**Your goal:**
Exactly as written, print out each entry in the data, with no pictures.

**Extracted information:**

★ ★ ★ ★

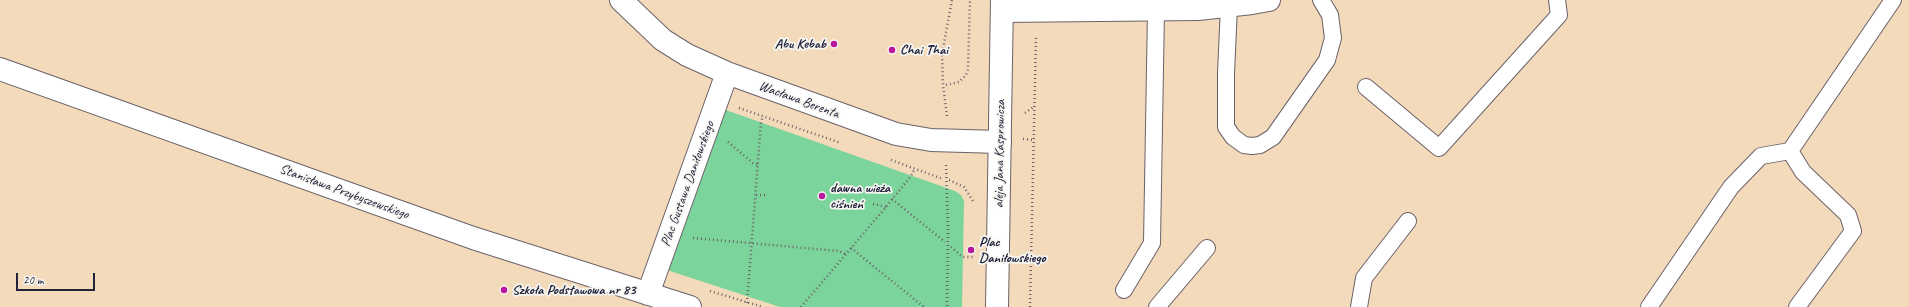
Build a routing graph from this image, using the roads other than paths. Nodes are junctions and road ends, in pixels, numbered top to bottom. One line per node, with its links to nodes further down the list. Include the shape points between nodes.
1 (621, 0): 10 (street, Wacława Berenta, via 664,40 687,55)
2 (1269, 0): 7 (street)
3 (1321, 0): 7 (lane, via 1330,15 1333,38 1327,60 1273,137 1260,145 1252,146 1244,145 1233,137 1226,127)
4 (1557, 0): 11 (lane, via 1559,15 1439,148)
5 (1893, 0): 13 (lane)
6 (1002, 5): 8 (street); 12 (street, aleja Jana Kasprowicza)
7 (1229, 6): 8 (street)
8 (1156, 10): 16 (lane, via 1152,243)
9 (0, 69): 17 (street, Stanisława Przybyszewskiego, via 465,235)
10 (727, 73): 12 (street, Wacława Berenta, via 896,134 931,140); 17 (street, Plac Gustawa Daniłowskiego)
11 (1366, 87)
12 (1000, 142): 19 (street, aleja Jana Kasprowicza)
13 (1790, 151): 22 (lane, via 1761,156 1731,187); 23 (lane, via 1803,172 1848,215 1852,231)
14 (1408, 221): 21 (lane, via 1364,278)
15 (1207, 248): 20 (lane)
16 (1124, 290)
17 (648, 294): 18 (street, Stanisława Przybyszewskiego)
18 (690, 307)
19 (997, 307)
20 (1158, 307)
21 (1359, 307)
22 (1649, 307)
23 (1797, 307)

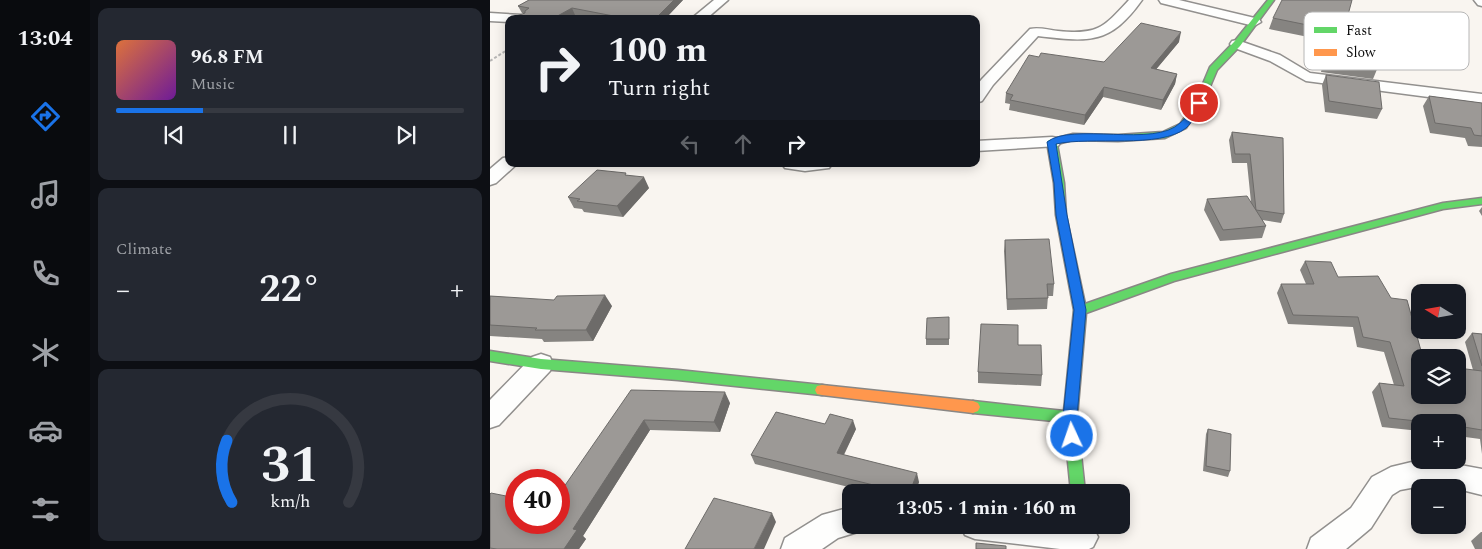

★ ★ ★ ★

**Written reply:**
Build a routing graph from this image, using the roads other than paths. Nodes are junctions and road ends, in pixels, numbered top to bottom. One line per node, with its links to nodes further down the list. Include the shape points between nodes.
1 (621, 0): 10 (street, Wacława Berenta, via 664,40 687,55)
2 (1269, 0): 7 (street)
3 (1321, 0): 7 (lane, via 1330,15 1333,38 1327,60 1273,137 1260,145 1252,146 1244,145 1233,137 1226,127)
4 (1557, 0): 11 (lane, via 1559,15 1439,148)
5 (1893, 0): 13 (lane)
6 (1002, 5): 8 (street); 12 (street, aleja Jana Kasprowicza)
7 (1229, 6): 8 (street)
8 (1156, 10): 16 (lane, via 1152,243)
9 (0, 69): 17 (street, Stanisława Przybyszewskiego, via 465,235)
10 (727, 73): 12 (street, Wacława Berenta, via 896,134 931,140); 17 (street, Plac Gustawa Daniłowskiego)
11 (1366, 87)
12 (1000, 142): 19 (street, aleja Jana Kasprowicza)
13 (1790, 151): 22 (lane, via 1761,156 1731,187); 23 (lane, via 1803,172 1848,215 1852,231)
14 (1408, 221): 21 (lane, via 1364,278)
15 (1207, 248): 20 (lane)
16 (1124, 290)
17 (648, 294): 18 (street, Stanisława Przybyszewskiego)
18 (690, 307)
19 (997, 307)
20 (1158, 307)
21 (1359, 307)
22 (1649, 307)
23 (1797, 307)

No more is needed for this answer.